- **Instructions for the task**
Copy each line of the records below that mentions the word "Gurudwara".

[Collected data]

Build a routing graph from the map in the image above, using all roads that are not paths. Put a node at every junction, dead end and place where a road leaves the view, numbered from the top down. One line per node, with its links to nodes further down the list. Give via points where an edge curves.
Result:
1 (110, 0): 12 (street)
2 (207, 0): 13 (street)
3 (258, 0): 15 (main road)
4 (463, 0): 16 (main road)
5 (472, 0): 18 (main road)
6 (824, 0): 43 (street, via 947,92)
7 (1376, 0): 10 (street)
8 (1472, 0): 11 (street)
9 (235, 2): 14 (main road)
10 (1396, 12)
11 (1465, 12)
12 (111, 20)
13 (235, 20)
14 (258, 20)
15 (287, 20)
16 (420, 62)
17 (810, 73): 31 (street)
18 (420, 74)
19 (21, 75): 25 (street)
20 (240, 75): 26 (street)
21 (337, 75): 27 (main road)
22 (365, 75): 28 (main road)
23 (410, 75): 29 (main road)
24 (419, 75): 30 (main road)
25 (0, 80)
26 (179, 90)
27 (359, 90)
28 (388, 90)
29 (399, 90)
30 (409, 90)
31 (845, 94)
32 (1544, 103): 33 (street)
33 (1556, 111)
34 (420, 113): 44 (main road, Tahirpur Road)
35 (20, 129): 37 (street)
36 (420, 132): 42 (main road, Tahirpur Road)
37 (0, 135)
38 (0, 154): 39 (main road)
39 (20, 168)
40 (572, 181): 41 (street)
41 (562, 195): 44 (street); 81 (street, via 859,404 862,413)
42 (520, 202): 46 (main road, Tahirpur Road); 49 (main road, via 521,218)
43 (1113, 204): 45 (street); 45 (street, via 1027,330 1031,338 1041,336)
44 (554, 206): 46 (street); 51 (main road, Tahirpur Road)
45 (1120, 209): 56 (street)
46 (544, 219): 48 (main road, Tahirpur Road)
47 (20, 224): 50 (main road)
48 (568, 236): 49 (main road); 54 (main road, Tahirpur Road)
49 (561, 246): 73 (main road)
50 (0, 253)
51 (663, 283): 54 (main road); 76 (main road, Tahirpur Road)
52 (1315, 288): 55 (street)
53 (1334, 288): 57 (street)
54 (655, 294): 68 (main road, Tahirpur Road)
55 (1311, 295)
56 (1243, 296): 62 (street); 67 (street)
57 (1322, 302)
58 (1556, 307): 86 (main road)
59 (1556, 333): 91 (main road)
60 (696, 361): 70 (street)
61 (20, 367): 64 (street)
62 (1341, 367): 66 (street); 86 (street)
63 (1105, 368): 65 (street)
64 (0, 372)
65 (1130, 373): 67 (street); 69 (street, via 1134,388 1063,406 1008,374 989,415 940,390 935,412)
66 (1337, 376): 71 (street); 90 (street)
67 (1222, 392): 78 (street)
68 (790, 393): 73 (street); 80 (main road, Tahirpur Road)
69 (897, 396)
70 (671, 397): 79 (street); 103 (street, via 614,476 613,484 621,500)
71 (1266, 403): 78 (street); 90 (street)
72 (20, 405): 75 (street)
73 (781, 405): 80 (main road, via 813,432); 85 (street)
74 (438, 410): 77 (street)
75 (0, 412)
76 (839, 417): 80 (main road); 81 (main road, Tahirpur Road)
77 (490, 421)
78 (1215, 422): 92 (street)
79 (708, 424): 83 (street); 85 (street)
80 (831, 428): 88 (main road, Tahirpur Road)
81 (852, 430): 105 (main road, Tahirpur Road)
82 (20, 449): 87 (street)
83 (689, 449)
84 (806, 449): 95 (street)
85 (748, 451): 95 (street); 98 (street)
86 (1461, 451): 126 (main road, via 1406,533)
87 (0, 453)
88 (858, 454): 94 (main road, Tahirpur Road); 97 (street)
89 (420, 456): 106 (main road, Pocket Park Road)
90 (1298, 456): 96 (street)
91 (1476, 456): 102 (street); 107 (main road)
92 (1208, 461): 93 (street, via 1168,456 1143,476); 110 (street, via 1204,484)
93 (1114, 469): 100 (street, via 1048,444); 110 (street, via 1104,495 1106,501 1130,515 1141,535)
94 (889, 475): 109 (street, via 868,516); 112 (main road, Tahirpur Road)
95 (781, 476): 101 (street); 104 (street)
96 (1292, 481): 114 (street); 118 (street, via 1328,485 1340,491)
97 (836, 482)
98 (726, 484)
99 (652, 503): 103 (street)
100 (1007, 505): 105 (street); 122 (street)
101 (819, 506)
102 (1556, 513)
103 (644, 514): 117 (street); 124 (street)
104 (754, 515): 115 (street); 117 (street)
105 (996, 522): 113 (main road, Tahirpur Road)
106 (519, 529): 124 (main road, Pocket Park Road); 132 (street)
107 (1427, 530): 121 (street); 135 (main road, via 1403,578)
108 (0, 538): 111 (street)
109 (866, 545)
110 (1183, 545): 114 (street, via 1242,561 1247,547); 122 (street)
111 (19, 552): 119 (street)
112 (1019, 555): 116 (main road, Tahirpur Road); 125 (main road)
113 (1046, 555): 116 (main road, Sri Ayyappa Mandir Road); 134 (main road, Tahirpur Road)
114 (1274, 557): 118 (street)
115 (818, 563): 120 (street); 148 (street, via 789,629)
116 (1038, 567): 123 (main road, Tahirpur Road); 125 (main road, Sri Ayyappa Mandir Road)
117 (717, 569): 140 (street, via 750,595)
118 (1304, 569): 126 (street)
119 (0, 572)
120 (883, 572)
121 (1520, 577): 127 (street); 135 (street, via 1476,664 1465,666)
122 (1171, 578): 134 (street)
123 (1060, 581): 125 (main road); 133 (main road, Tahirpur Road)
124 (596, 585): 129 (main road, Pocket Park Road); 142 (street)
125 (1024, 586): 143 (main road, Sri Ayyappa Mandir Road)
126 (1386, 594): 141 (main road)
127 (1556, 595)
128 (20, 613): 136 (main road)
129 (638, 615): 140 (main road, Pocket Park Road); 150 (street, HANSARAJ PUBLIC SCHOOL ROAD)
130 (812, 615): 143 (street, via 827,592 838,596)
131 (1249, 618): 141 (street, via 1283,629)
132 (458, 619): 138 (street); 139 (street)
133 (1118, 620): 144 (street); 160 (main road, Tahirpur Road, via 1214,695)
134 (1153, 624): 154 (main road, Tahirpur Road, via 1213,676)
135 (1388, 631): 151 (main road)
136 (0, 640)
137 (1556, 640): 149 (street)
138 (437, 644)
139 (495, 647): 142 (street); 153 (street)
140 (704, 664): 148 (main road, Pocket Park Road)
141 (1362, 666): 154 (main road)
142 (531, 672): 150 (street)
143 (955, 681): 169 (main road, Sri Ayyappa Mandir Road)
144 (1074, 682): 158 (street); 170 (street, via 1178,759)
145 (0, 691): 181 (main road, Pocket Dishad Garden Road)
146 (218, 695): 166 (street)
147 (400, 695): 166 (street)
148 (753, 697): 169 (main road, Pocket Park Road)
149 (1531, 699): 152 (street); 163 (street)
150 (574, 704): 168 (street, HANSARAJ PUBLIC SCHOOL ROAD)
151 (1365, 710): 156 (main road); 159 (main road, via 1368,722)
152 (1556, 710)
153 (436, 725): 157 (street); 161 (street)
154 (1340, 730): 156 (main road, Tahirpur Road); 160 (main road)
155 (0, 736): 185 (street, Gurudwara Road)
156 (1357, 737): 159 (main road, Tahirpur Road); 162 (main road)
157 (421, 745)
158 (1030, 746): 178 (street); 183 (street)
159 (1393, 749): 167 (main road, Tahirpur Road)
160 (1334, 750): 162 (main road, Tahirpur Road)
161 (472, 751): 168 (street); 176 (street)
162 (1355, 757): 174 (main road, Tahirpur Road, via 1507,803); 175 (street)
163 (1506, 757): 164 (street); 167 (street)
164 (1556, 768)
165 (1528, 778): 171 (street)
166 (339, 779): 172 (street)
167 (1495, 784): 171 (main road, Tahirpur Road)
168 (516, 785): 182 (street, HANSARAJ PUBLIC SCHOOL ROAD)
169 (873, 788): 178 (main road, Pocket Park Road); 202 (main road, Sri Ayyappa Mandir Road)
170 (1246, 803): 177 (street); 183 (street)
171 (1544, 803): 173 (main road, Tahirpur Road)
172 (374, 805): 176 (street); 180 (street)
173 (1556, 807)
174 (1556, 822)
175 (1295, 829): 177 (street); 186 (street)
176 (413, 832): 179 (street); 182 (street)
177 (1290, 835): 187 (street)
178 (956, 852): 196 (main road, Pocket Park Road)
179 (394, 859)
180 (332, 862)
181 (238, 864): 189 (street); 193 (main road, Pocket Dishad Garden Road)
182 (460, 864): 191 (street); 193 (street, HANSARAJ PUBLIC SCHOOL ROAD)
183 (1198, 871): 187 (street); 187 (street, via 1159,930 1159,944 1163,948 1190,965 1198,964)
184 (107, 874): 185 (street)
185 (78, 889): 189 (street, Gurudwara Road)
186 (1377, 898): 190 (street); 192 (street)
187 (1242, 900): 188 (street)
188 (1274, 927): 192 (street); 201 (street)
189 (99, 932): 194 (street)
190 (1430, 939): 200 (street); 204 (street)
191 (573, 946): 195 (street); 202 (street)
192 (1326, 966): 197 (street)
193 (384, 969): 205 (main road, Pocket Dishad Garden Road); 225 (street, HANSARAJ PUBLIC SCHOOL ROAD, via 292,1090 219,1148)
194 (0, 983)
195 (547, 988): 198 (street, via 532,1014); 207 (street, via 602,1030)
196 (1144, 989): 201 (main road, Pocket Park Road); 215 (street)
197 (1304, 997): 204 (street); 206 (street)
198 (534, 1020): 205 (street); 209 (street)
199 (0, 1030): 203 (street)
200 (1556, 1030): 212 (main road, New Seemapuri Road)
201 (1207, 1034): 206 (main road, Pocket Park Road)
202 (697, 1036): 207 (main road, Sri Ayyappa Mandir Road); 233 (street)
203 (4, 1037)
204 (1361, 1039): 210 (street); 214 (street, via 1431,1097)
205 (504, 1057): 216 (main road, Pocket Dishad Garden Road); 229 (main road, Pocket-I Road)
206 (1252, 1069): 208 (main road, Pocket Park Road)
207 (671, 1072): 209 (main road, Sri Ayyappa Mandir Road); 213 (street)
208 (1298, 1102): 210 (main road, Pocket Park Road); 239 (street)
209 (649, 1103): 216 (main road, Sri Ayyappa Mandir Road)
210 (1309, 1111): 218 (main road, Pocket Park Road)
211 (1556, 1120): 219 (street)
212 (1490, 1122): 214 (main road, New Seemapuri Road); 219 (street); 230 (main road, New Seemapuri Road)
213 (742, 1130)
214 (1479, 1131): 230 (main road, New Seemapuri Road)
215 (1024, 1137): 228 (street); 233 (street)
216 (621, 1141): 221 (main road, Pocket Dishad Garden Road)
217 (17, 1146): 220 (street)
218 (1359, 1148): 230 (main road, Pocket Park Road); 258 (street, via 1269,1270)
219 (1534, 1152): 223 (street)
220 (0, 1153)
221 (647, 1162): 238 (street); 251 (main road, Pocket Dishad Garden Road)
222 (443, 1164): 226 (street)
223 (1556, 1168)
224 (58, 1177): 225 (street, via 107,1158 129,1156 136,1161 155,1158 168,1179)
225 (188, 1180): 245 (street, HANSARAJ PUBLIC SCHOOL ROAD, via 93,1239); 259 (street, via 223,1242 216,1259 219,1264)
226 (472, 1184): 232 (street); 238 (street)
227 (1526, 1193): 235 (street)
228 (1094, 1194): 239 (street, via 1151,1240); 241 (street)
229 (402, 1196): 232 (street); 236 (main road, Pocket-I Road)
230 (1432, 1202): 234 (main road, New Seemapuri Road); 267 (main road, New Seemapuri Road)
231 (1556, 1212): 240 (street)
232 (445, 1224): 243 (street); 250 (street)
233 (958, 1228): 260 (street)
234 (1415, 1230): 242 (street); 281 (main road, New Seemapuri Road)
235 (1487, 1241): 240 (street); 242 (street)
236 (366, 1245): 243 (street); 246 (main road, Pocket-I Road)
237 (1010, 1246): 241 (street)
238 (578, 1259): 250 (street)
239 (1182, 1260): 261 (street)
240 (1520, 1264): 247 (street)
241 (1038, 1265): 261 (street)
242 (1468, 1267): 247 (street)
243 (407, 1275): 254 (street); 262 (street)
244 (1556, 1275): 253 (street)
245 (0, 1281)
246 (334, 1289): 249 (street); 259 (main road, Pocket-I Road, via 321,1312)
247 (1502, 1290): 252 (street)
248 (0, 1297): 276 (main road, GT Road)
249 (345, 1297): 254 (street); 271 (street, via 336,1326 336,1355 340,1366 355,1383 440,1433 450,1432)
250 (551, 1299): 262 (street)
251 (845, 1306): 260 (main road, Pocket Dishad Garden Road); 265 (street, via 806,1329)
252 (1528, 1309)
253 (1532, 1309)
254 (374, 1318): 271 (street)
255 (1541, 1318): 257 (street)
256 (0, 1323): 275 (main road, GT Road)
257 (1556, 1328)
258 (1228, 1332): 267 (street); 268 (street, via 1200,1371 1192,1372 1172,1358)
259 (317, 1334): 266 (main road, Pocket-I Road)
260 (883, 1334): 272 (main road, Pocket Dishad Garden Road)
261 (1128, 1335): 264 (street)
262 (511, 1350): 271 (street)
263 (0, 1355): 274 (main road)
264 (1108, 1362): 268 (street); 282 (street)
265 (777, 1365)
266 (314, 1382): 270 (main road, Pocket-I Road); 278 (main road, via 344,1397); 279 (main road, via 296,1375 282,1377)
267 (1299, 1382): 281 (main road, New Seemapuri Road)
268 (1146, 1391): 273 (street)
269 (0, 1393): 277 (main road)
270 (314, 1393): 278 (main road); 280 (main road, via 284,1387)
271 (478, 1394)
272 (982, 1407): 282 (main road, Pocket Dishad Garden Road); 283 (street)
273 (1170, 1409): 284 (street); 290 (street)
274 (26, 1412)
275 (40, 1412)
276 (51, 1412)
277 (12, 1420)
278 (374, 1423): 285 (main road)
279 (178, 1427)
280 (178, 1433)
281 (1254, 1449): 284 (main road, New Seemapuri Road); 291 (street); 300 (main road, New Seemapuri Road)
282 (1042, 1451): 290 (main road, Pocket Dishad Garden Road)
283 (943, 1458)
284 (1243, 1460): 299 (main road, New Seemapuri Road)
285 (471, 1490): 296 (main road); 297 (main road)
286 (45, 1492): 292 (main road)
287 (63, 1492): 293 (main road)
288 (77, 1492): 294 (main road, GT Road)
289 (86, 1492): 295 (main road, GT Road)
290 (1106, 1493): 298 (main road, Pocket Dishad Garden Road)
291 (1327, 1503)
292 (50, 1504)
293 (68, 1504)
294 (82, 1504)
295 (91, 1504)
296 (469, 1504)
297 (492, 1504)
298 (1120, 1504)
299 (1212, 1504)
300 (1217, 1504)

- **Task answer**
155 (0, 736): 185 (street, Gurudwara Road)
185 (78, 889): 189 (street, Gurudwara Road)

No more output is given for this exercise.